Wie erschrocken sind sie, als sie ihre Kleinsten im Kindergarten abgeben wollen: Plötzlich nehmen linientreue Mitarbeiterinnen der Nationalsozialistischen Volkswohlfahrt (NSV) die Kinder in Empfang. Sie sollen den Nachwuchs nicht mehr katholisch erziehen, sondern die Knirpse zu folgsamen Nationalsozialisten aufziehen. Die "braunen Schwestern" haben die Macht im Kindergarten übernommen, während sich die katholischen Vinzentinerinnen am Nachmittag des 1. Dezembers 1941 mit einer fristlosen Entlassung abfinden müssen, ist im Sammelband weiter zu lesen.

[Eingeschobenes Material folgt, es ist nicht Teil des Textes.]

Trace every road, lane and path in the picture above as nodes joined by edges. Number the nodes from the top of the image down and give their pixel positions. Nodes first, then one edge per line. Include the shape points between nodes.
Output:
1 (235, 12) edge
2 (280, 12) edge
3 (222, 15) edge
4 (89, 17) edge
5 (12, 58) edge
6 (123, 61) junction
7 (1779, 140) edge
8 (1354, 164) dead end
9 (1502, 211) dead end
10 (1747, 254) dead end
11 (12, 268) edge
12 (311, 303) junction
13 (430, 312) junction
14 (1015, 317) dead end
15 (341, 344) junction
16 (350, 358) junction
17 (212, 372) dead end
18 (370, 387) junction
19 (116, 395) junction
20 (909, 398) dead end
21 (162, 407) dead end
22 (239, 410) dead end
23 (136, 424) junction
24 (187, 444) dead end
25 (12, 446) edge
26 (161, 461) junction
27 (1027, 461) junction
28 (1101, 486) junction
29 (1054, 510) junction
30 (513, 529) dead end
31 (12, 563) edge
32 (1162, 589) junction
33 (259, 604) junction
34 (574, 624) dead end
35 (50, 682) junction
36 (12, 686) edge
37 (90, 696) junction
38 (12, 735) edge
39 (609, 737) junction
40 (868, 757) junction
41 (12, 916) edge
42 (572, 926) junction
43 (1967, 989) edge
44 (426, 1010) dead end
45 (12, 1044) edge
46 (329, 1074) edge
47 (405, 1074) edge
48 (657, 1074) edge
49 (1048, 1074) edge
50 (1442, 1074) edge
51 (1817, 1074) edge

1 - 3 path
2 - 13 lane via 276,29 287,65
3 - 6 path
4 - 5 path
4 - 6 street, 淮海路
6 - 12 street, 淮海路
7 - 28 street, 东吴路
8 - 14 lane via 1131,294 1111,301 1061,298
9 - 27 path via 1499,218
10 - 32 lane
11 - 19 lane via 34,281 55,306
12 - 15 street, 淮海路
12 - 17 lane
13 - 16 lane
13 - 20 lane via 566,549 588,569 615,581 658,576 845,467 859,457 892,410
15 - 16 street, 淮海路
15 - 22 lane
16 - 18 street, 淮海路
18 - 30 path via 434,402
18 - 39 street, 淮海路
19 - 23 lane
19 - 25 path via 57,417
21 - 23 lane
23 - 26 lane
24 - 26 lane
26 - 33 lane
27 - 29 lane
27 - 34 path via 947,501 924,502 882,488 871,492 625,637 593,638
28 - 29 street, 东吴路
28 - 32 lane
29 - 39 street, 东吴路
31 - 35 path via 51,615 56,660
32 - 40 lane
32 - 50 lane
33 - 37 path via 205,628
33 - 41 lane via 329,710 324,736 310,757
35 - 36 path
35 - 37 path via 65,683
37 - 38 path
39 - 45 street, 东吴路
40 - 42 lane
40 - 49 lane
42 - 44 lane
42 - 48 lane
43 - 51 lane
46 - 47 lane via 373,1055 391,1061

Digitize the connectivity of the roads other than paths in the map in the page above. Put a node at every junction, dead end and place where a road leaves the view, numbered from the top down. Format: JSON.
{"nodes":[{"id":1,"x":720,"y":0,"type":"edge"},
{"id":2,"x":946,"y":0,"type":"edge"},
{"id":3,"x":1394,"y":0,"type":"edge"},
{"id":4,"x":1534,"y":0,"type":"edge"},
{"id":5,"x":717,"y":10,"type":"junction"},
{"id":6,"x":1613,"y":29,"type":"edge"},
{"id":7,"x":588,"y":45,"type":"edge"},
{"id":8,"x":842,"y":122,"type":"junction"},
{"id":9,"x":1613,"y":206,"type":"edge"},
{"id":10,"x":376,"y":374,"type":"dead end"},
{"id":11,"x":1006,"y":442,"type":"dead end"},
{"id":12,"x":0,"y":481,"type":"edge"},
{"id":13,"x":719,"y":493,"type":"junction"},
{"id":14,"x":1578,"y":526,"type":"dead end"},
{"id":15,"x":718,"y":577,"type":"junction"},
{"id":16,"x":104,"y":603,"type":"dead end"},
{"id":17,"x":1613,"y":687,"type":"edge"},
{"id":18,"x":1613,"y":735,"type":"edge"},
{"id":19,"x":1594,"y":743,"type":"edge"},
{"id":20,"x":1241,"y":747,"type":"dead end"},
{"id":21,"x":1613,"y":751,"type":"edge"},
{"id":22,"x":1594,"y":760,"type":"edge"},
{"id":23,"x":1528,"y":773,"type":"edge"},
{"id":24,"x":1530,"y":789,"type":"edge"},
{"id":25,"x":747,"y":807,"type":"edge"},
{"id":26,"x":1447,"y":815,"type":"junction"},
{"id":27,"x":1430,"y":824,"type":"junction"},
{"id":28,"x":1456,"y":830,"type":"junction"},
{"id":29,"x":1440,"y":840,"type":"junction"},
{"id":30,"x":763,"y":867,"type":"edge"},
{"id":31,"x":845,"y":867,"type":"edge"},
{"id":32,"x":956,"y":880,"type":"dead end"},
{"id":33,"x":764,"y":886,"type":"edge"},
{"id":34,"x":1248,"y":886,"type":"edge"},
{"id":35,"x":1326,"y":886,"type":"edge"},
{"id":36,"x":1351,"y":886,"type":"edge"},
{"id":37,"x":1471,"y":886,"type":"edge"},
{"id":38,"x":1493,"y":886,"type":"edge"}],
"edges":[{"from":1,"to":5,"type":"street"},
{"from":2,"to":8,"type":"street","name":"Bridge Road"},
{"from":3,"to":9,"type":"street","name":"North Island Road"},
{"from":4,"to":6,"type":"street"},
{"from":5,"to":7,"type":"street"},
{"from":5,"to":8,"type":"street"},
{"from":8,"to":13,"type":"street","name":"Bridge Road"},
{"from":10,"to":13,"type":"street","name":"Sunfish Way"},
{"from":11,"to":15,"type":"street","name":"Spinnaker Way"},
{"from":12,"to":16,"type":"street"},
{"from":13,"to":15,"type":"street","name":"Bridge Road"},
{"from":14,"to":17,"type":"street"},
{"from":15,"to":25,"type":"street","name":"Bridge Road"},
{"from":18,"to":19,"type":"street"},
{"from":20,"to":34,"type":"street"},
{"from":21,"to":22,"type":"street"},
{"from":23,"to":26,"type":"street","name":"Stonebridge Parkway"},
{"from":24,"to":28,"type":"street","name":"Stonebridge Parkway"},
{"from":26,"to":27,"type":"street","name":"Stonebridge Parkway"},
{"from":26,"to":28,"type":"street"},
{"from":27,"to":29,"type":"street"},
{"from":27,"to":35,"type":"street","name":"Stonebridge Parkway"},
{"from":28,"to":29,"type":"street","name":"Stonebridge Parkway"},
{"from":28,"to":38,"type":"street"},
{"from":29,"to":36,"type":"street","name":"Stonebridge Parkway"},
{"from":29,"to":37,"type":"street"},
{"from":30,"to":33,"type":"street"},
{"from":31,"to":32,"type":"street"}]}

Wie sich viel später herausstellt, ist diese Machtübernahme im Kindergarten von langer Hand geplant, aber die Stellen in der Kommunalverwaltung haben die Pläne geschickt verheimlicht. Dass Nazi-Ideologen als Erzieherinnen eingesetzt werden, ist dagegen nicht außergewöhnlich, zumal es andernorts in Deutschland keine nennenswerten Proteste gegen das neue Personal gibt. Doch in den Schwäbinnen aus Geislingen kocht die Wut.

Sie wehren sich mit Boykott. Die Mütter bringen ihre Kleinen nicht mehr in den Kindergarten. Und das zeigt bald Wirkung: Nur ein einziges Kind wird der zweifelhaften Obhut der Nazi-Vollstrecker ausgeliefert.

Die Geislinger Frauen versammeln sich nach dem Mittagessen des 1. Dezembers vor dem Rathaus und fordern: Die "braunen Schwestern" sollen raus, die Ordensschwestern rein! Es kommt zu tumultartigen Szenen, die männlichen Beamten nennen sie "Drückeberger", weil sie nicht wie ihre Väter und Ehemänner an der Front Kopf und Kragen riskieren.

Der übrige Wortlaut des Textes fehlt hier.